Henry, you are betraying your roots as an employee or shill for IBM.
I don’t know what businesses you either run, or support. However, most of them, from the December 2004 EOY buying season, have spec’d systems with 1 GB of RAM. Then again, that might not be if they were running off of a System 36 or whatever moniker glosses that fossil today.
Why would any business run on 128MB of RAM in 2007, Sr. Hemetz? If you have any clients that do, then you have a duty to them to bring them into this millennium; anything other than that, then you have failed woefully in providing the best computing environment for your client(s). Woefully!
Your assertion that the 2007 Microsoft Office Word program could not open a down-level Microsoft Office document is a lie. A flat out LIE. A fabrication. A falsehood! Prove it to me and the world. Include the document for out testing. Anytime!
Why are the ODF zealots afraid of a little competition? If your stuff is so hot, why have a hissy fit when Microsoft comes up with a better solution? Let the market decide, right? If you believe so, Petiton the ISO, so the real world can see and experience the goodness in ODF that you seem to.
As an OpenOffice user, you can communicate with the 3% or so users of that doc format. Mix in the users of (Adobe’s) Acrobat format, and the number rises slightly. Add you capability to open Pre-version 2007 Microsoft Office format documents, albeit, erroneously, then it maxes out. But, you do not reveal that here, right?
Buddy, there isn’t a trend towards network-based office applications. No matter what the refrain is in Armonk, the mainframe ain’t coming back.
Your new mantra, Henry, should be, “the mainframe isn’t coming back, long live personal computing. The mainframe isn’t coming back, long live personal computing….”
Thanks for stopping by, and do not hesitate to attempt to correct me evrytime I seem to go offtrack.
About the review...
I can't say that any of the examples given are incorrect nor inaccurate but lets get some things and expectations straight about Lotus Symphony.
It's BETA software based on a 1.1 version of Open office so it's not going to load/run like the latest version of office 2007. The code underlying Symphony is not the same code under staroffice - do some research.
I've seen Symphony render complex .doc format very well and I've seen Office 2007 documents render Office 2000/97 documents poorly - you could likely find a document to prove/disprove your position every time.
Next, assuming that most people generate documents rather than load 200+ pages of file for sport, can it do the job?
Can it generate a two page memo with header and footers?
Can it create a forty page report with images, index and table of contents?
Can Calc help me create a quote with a company logo and print it?
Do these things and write about the experience.
Even if you hated each step I could at least understand where the software let you down.
As for different experiences between staroffice and Symphony, that's the whole point.
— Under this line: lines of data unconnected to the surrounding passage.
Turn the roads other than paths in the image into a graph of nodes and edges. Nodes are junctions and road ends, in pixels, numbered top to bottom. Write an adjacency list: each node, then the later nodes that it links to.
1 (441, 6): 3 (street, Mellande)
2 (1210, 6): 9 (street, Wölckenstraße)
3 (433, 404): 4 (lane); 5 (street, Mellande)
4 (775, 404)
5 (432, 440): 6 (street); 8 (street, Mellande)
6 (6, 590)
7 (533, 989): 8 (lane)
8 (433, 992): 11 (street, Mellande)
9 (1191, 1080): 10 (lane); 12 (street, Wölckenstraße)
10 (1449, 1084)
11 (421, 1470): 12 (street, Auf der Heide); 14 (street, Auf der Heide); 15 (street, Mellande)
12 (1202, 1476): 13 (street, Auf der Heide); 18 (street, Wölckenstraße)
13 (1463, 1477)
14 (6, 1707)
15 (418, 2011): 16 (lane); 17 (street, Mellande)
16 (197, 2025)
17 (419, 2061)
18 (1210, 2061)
Different strokes for different folks, but at the end of the day document interchange is still possible.
Back when Office 97 came out there was hell because of doc format incompatibility and now the same thing with office 2007. This will be money spent that will add no functional benefit to the majority of business and add nothing to the bottom line. I've seen this through various upgrades from Office 95 to 2003, each bringing time lost when vendors upgraded too soon or too late, or when we had to change to "keep up". This is not to say others will not be happy with the upgrade.
Finally, MS Office is a solid, strong product with some great features. Do it justice by providing some balance in reporting on its alternatives.